Phase of Care and Clinical Applications:

The review has clinical applicability for late effects and survivorship.

Results:

Exercise had a positive effect on change in HRQoL scores at 12 weeks and six months of evaluation, and it improved cancer-specific HRQoL in breast cancer concerns. The effect on HRQoL remained after exclusion of patients who were receiving active treatment. For cancer-specific HRQoL, there was significant improvement in exercise groups compared with controls for breast cancer concerns at baseline to 12 weeks and six months. There was a significant decrease in anxiety in the exercise group compared to controls at 12 weeks only (standardized mean difference [SMD] = -0.26; 95% confidence interval [CI] [-0.44, -0.07]) but not in breast cancer-only analysis. There was a high risk of bias in most of these studies, and when these were removed, the results were not significant. Significant differences were noted in body image at follow-up (12 weeks to six months and beyond) using the Rosenberg Self-Esteem Scale. Significant change scores were noted for cancers other than breast for improving depression scores (SMD = -0.46; 95% CI [-0.72, -0.19]). Significant improvements were noted in emotional well being (12 weeks) and fatigue (12 weeks and 6 months) (SMD = -0.42; 95% CI [-0.83, -0.02]). No effects after six months were seen for fatigue, and effects were not significant when studies involving patients during treatment were excluded.
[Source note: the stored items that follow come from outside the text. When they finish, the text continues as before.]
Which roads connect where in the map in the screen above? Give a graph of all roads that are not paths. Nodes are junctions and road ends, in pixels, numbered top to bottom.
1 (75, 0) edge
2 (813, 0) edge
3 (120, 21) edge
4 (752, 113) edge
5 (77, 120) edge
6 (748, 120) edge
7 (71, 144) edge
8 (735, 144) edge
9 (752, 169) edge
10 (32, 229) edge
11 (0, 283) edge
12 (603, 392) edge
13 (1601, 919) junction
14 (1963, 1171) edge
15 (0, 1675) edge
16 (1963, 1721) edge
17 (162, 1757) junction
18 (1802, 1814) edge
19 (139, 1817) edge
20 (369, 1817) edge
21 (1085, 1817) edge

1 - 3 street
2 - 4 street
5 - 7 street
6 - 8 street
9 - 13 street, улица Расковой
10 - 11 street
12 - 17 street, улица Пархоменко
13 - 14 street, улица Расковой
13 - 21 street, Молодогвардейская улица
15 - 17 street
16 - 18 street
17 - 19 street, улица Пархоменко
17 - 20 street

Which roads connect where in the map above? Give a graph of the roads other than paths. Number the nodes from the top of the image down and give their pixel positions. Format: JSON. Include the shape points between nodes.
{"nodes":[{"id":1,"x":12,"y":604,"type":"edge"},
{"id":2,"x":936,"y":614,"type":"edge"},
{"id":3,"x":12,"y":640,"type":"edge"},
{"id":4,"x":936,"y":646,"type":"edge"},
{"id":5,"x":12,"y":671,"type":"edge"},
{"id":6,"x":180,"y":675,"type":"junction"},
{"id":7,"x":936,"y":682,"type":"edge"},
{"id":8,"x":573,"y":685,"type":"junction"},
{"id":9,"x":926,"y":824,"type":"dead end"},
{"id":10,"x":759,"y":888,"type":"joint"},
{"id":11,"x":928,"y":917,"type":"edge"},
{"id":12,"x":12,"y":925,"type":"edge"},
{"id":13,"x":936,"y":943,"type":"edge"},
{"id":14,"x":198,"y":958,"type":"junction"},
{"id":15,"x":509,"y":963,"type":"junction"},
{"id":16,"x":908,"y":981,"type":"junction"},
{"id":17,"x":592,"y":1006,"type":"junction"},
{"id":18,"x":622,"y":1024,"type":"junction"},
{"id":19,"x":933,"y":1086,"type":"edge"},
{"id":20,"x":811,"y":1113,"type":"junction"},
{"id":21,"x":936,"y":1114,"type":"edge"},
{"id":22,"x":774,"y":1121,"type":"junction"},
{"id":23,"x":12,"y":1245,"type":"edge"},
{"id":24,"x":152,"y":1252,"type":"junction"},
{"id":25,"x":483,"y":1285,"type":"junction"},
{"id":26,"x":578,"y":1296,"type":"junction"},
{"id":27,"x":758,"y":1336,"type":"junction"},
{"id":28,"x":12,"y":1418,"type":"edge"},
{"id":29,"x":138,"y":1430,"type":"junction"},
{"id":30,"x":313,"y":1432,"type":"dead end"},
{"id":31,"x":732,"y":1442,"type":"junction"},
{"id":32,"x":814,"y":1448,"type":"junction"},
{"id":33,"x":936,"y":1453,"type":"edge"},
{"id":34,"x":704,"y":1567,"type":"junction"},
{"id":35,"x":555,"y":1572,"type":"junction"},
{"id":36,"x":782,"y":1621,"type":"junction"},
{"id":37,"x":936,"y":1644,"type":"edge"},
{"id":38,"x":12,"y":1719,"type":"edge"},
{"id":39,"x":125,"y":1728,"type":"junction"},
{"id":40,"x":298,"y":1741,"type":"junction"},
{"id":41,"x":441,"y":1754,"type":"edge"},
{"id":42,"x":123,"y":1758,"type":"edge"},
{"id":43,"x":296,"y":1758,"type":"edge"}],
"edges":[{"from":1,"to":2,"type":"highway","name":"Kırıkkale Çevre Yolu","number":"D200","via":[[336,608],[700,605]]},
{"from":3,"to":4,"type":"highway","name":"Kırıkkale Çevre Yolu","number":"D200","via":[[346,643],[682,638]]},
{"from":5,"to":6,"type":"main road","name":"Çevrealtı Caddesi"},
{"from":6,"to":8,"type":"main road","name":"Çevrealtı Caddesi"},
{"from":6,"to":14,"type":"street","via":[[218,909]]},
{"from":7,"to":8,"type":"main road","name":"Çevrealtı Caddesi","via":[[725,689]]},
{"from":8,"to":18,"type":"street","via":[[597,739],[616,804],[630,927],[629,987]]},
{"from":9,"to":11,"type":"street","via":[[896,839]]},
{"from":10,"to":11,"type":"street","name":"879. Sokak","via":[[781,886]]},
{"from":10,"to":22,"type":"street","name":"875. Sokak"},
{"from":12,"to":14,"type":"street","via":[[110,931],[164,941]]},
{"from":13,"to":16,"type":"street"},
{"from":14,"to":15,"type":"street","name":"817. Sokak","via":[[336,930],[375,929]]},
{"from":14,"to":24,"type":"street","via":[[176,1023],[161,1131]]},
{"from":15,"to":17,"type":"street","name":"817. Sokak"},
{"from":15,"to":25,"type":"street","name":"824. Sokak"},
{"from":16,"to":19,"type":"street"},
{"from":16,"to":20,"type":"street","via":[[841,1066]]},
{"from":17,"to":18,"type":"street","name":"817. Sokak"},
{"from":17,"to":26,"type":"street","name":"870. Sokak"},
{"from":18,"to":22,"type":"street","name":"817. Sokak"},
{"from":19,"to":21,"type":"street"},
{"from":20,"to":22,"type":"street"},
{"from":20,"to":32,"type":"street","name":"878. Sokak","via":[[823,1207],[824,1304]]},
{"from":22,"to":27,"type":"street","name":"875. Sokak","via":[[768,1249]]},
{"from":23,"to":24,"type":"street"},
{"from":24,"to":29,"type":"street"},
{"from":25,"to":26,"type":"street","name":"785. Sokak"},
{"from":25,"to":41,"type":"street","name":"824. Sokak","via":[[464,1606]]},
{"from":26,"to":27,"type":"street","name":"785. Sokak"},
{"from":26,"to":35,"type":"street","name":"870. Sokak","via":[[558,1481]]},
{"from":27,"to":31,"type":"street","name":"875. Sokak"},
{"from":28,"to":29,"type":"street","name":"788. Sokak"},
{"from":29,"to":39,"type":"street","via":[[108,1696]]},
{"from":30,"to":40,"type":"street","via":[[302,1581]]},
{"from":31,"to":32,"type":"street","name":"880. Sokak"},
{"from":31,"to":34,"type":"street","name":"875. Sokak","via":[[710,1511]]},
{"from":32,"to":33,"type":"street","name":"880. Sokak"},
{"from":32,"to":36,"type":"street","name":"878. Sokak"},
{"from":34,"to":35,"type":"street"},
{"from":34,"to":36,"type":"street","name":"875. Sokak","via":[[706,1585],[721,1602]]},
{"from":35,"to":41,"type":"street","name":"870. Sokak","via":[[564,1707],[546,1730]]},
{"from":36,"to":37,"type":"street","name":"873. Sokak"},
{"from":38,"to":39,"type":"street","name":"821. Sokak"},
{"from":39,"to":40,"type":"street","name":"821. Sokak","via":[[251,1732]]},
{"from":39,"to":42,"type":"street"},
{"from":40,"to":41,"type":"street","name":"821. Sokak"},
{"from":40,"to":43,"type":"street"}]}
Improvement in pain using follow-up scores (12 weeks) was seen (SMD = -0.29; 95% CI [-0.55, -0.04]), but this was from a single trial. Positive effects were noted in sexuality scores at six months and sleep disturbance at 12 weeks (sleep SMD = -0.46; 95% CI [-0.72, -0.20]). Significant improvements were noted in change scores for social functioning (12 weeks and six months). No significant changes were noted in cognitive function, general health perspective, role function, and spirituality in exercise trials.

Conclusions:

Exercise interventions showed beneficial effects on HRQoL and some HRQoL domains, including breast cancer concerns, body image, emotional well being, sexuality, sleep disturbances, social functioning, anxiety, fatigue, and pain at various follow-up time points.

Limitations:

  • Studies included used exercise programs of various types, intensity levels, and lengths.
  • Significant effects found tended to be in subgroups of patients or at only one time point, limiting the confidence in observed effects.
  • Measures of HRQoL varied, creating heterogeneity among the studies in how HRQoL was quantified.
  • There was a high risk of bias in the trials reviewed. In many cases, no significant effects were seen when analyzing changes in symptoms from baseline to follow-up time points, and significant findings were seen in comparing only follow-up scores between various comparison groups. Results should be used with caution for these reasons.

Nursing Implications:

Findings supported the general benefit of exercise for patients with cancer; however, there is further need for research to verify the positive effects of exercise on symptoms of cancer in various patient groups and at various phases of cancer care. These future research studies should determine how to produce larger effect sizes over time and delineate predictors of that effect, such as type of exercise, intensity of the program, timing, and type of cancer and treatment in order to maximize the effect on QoL. It will be important to note that certain questionnaires can affect the outcomes, and consistency would improve this body of research.